If you want to use it in brick-and-mortar stores, you just have to place your iPhone near any POS device that accepts contactless payment. Basically, you can make payments with it almost anywhere, just like you would with your standard card.
2. Web payment in Safari
You may use Apple Pay to make purchases in the Safari browser – it works with your iPhone, iPad, and Mac. How to do it? After you press the Apple Pay button, you can either rely on your iPhone, iPad, or Apple Watch to confirm the payment. Or if your Mac model has a built-in Touch ID, you can use this feature instead.
3. Paying for apps or within apps
You can also choose Apple Pay as a payment method when you want to purchase apps in the App Store, or even pay within the apps.
Here you can see a complete list of places and apps that accept Apple Pay.
4. Apple Cash
Since 2017, Apple allows you to transfer money to your friends in the Messages app on the iPhone and Apple Watch by using Apple Cash. You can also fund your Apple Pay Cash balances from a linked debit card.
Apple announced that they will release the Apple Card this summer, which will be a physical card created in partnership with Goldman Sachs, synced with the Apple Pay system. It’s been designed with security and simplicity features in mind and will have some quite interesting perks available.
Now that I’ve briefly gone through the entire Apple Pay ecosystem, let’s look at how secure is Apple Pay.
So, is Apple Pay safe?
Short answer: YES, definitely.
It seems that Apple takes the security and privacy of its payment options very seriously.
Here are the reasons why Apple Pay is safe:
When you activate Apple Pay on your device, it uses two-factor authentication – they text you a code that must be typed in the app so access to your card is permitted.
It uses built-in security features to protect your transactions.
You can only use Apple Pay if you have a passcode set up on your device. You can also use biometric authentication methods (Face ID or Touch ID).
It doesn’t store or have access to your original card numbers associated with Apple Pay. Also, it doesn’t save any transaction information that can be traced back to you.
The information you enter gets encrypted so it safely leaves your device when sent to Apple’s servers.
If you scanned the card with your camera, it will never get saved on your device or in the iCloud.
Apple may inform your card issuer or other providers associated with your card to the usage of Apple Pay, determine if your card is eligible, set up your card with Apple Pay, and avoid fraud. If your card is approved, your card issuer creates a Device Account Number,encrypts it, and only afterward the information is sent to Apple.
The Device Account Number can’t be decrypted by Apple, but it gets stored in the Secure Element – a chip specifically designed to safely store your information.
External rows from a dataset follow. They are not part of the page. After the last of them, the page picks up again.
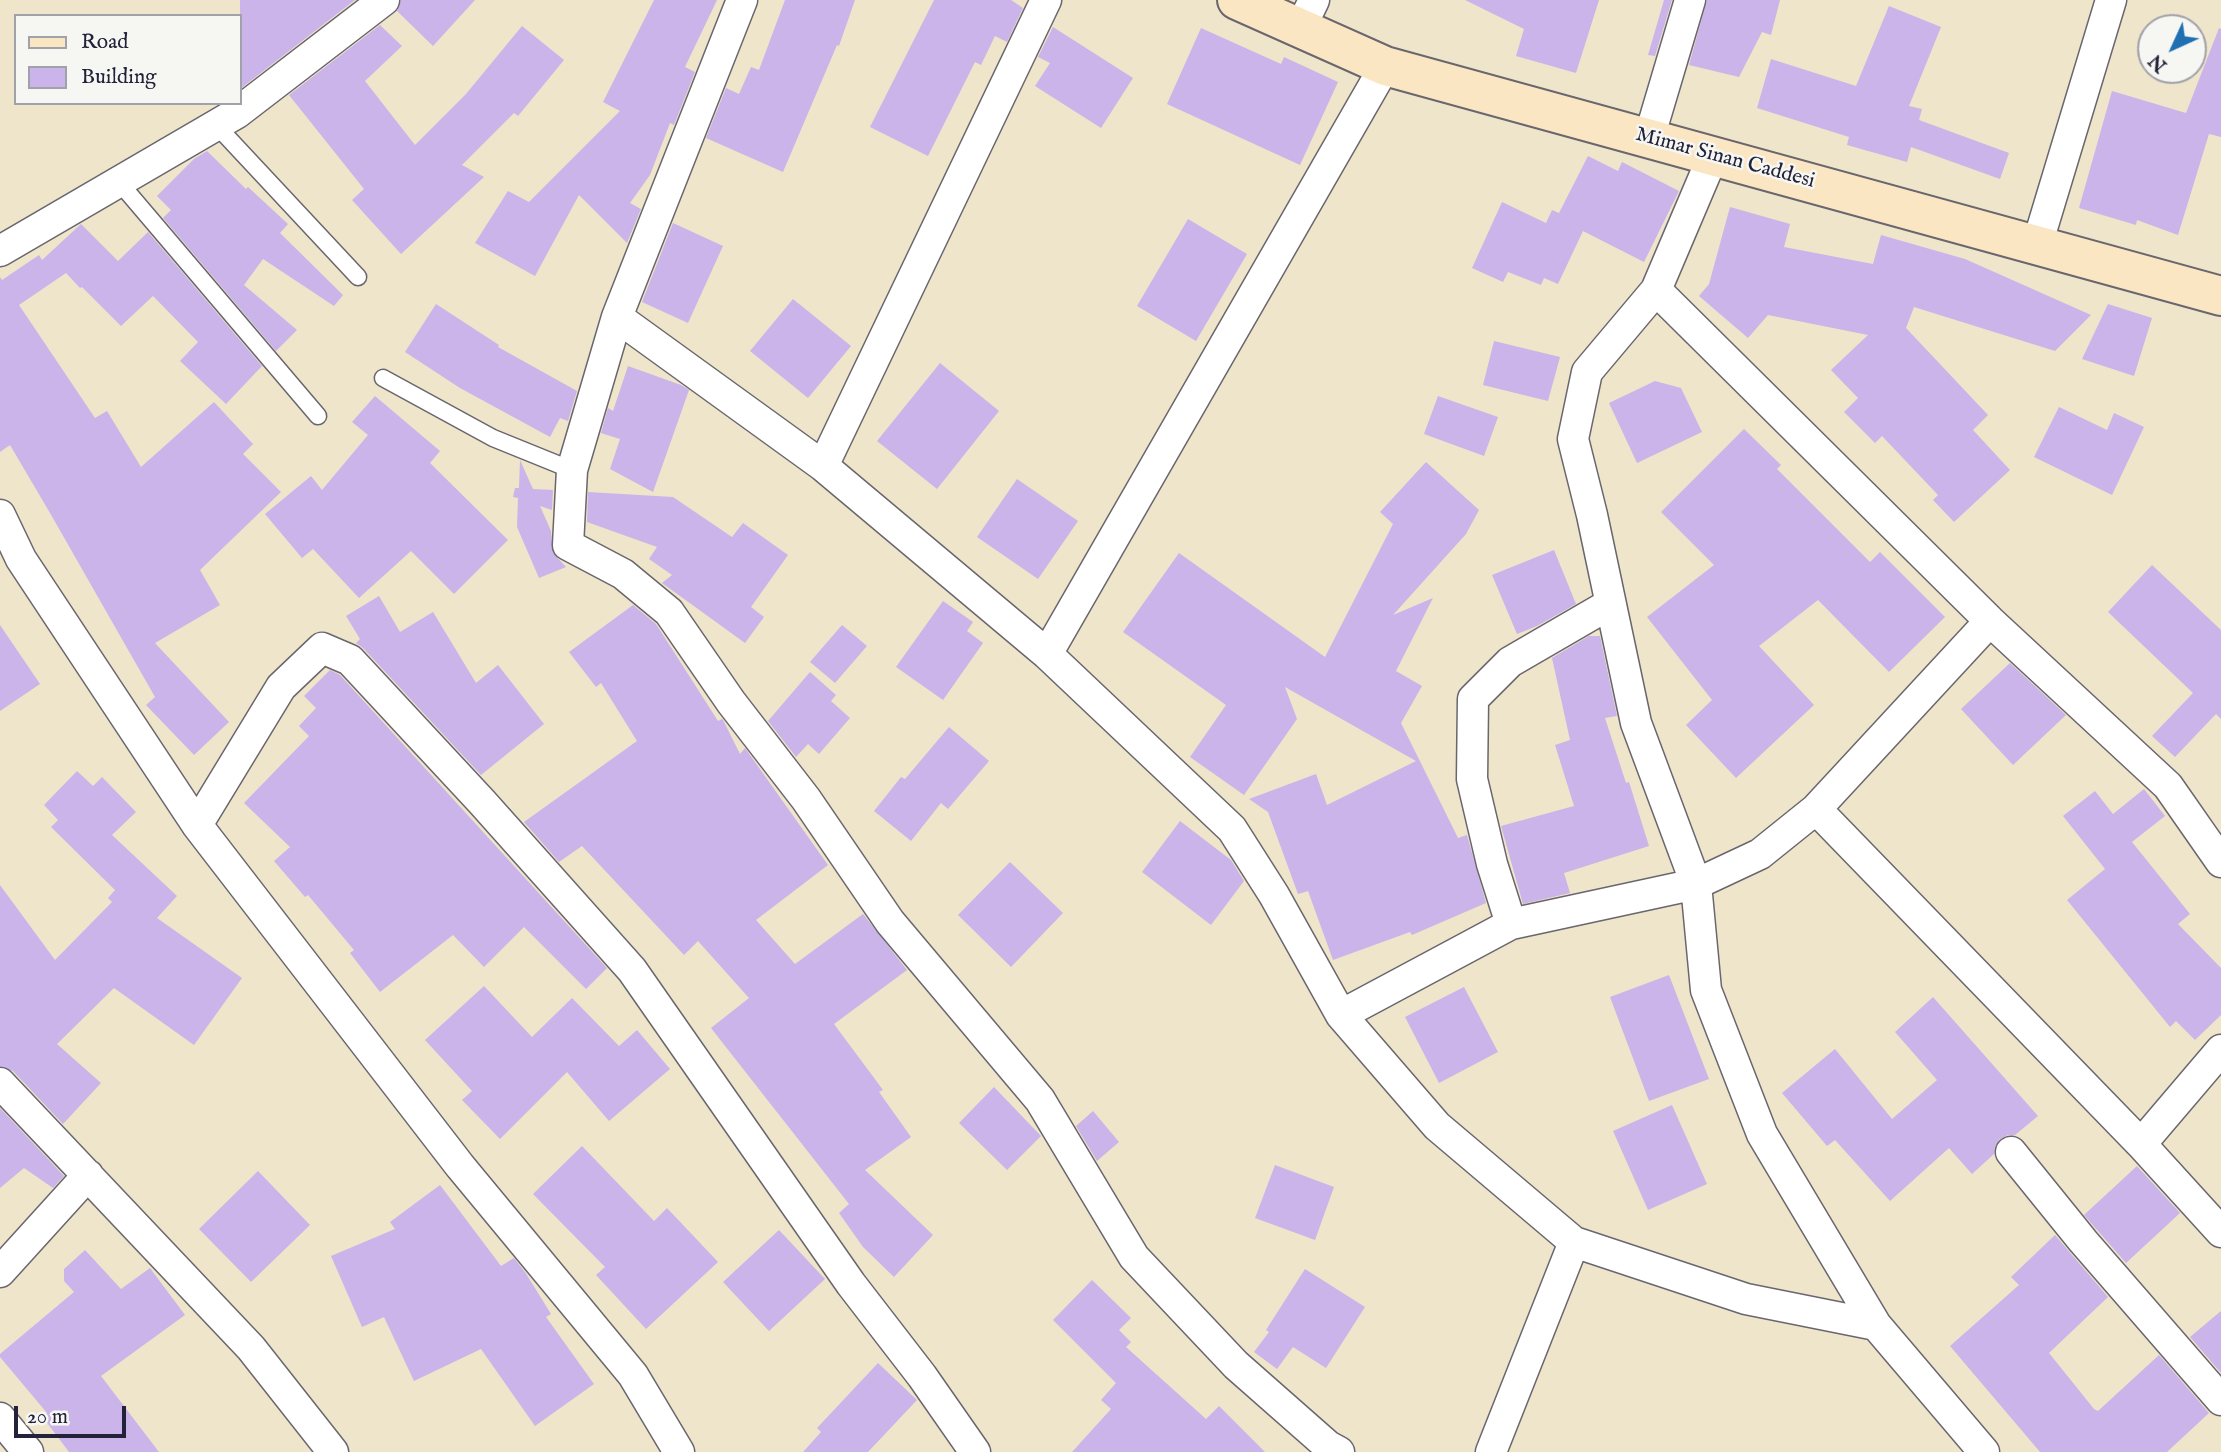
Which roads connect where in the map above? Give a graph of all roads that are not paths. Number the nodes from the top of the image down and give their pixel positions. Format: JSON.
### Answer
{"nodes":[{"id":1,"x":384,"y":0,"type":"edge"},
{"id":2,"x":741,"y":0,"type":"edge"},
{"id":3,"x":1046,"y":0,"type":"edge"},
{"id":4,"x":1237,"y":0,"type":"edge"},
{"id":5,"x":1690,"y":0,"type":"edge"},
{"id":6,"x":2111,"y":0,"type":"edge"},
{"id":7,"x":1308,"y":14,"type":"edge"},
{"id":8,"x":1385,"y":66,"type":"junction"},
{"id":9,"x":216,"y":125,"type":"junction"},
{"id":10,"x":1649,"y":138,"type":"junction"},
{"id":11,"x":1713,"y":156,"type":"junction"},
{"id":12,"x":119,"y":181,"type":"junction"},
{"id":13,"x":2037,"y":245,"type":"junction"},
{"id":14,"x":0,"y":251,"type":"edge"},
{"id":15,"x":358,"y":278,"type":"dead end"},
{"id":16,"x":1656,"y":290,"type":"junction"},
{"id":17,"x":2221,"y":296,"type":"edge"},
{"id":18,"x":617,"y":317,"type":"junction"},
{"id":19,"x":383,"y":378,"type":"dead end"},
{"id":20,"x":318,"y":416,"type":"dead end"},
{"id":21,"x":823,"y":466,"type":"junction"},
{"id":22,"x":572,"y":470,"type":"junction"},
{"id":23,"x":0,"y":515,"type":"edge"},
{"id":24,"x":1610,"y":604,"type":"junction"},
{"id":25,"x":1990,"y":621,"type":"junction"},
{"id":26,"x":1047,"y":654,"type":"junction"},
{"id":27,"x":1816,"y":808,"type":"junction"},
{"id":28,"x":197,"y":825,"type":"junction"},
{"id":29,"x":2221,"y":862,"type":"edge"},
{"id":30,"x":1696,"y":884,"type":"junction"},
{"id":31,"x":1511,"y":924,"type":"junction"},
{"id":32,"x":1341,"y":1015,"type":"junction"},
{"id":33,"x":2221,"y":1050,"type":"edge"},
{"id":34,"x":0,"y":1083,"type":"edge"},
{"id":35,"x":2141,"y":1144,"type":"junction"},
{"id":36,"x":2011,"y":1152,"type":"dead end"},
{"id":37,"x":88,"y":1175,"type":"junction"},
{"id":38,"x":2221,"y":1232,"type":"edge"},
{"id":39,"x":1574,"y":1242,"type":"junction"},
{"id":40,"x":0,"y":1272,"type":"edge"},
{"id":41,"x":1877,"y":1325,"type":"junction"},
{"id":42,"x":2221,"y":1401,"type":"edge"},
{"id":43,"x":0,"y":1418,"type":"edge"},
{"id":44,"x":28,"y":1452,"type":"edge"},
{"id":45,"x":333,"y":1452,"type":"edge"},
{"id":46,"x":679,"y":1452,"type":"edge"},
{"id":47,"x":975,"y":1452,"type":"edge"},
{"id":48,"x":1339,"y":1452,"type":"edge"},
{"id":49,"x":1491,"y":1452,"type":"edge"},
{"id":50,"x":1984,"y":1452,"type":"edge"}],
"edges":[{"from":1,"to":9,"type":"street"},
{"from":2,"to":18,"type":"street"},
{"from":3,"to":21,"type":"street"},
{"from":4,"to":7,"type":"street","name":"Mimar Sinan Caddesi"},
{"from":5,"to":10,"type":"street"},
{"from":6,"to":13,"type":"street"},
{"from":7,"to":8,"type":"street","name":"Mimar Sinan Caddesi"},
{"from":8,"to":10,"type":"street","name":"Mimar Sinan Caddesi"},
{"from":8,"to":26,"type":"street"},
{"from":9,"to":12,"type":"street"},
{"from":9,"to":15,"type":"lane"},
{"from":10,"to":11,"type":"street","name":"Mimar Sinan Caddesi"},
{"from":11,"to":13,"type":"street","name":"Mimar Sinan Caddesi"},
{"from":11,"to":16,"type":"street"},
{"from":12,"to":14,"type":"street"},
{"from":12,"to":20,"type":"lane"},
{"from":13,"to":17,"type":"street","name":"Mimar Sinan Caddesi"},
{"from":16,"to":24,"type":"street"},
{"from":16,"to":25,"type":"street"},
{"from":18,"to":21,"type":"street"},
{"from":18,"to":22,"type":"street"},
{"from":19,"to":22,"type":"lane"},
{"from":21,"to":26,"type":"street"},
{"from":22,"to":48,"type":"street"},
{"from":23,"to":28,"type":"street"},
{"from":24,"to":30,"type":"street"},
{"from":24,"to":31,"type":"street"},
{"from":25,"to":27,"type":"street"},
{"from":25,"to":29,"type":"street"},
{"from":26,"to":32,"type":"street"},
{"from":27,"to":30,"type":"street"},
{"from":27,"to":35,"type":"street"},
{"from":28,"to":46,"type":"street"},
{"from":28,"to":47,"type":"street"},
{"from":30,"to":31,"type":"street"},
{"from":30,"to":41,"type":"street"},
{"from":31,"to":32,"type":"street"},
{"from":32,"to":39,"type":"street"},
{"from":33,"to":35,"type":"street"},
{"from":34,"to":37,"type":"street"},
{"from":35,"to":38,"type":"street"},
{"from":36,"to":42,"type":"street"},
{"from":37,"to":40,"type":"street"},
{"from":37,"to":45,"type":"street"},
{"from":39,"to":41,"type":"street"},
{"from":39,"to":49,"type":"street"},
{"from":41,"to":50,"type":"street"},
{"from":43,"to":44,"type":"street"}]}
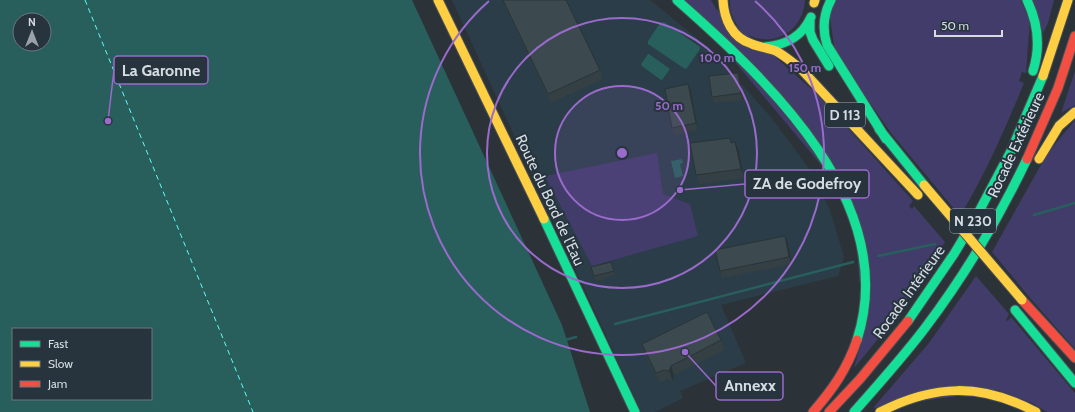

The Device Account Number in the Secure Element is isolated from Apple’s operating systems (iOS, watchOS, and macOS) and it never gets saved on Apple’s servers or backed up to iCloud.
If you lose your device and have turned on Find My iPhone instead of calling your bank, you can cancel Apple Pay by putting the device in Lost Mode. And your card will be suspended from Apple Pay even if your device is turned off and not connected to Wi-Fi or mobile data. But just to be completely safe, additionally, you can also contact your card issuer to remove your card from Apple Pay.
For more information on security and privacy, visit the security and privacy overview of Apple Pay. What’s more, you can find additional information on your device in Settings – Wallet & Apple Pay – See how your data is managed…
Is Apple Pay safe to send money to other people?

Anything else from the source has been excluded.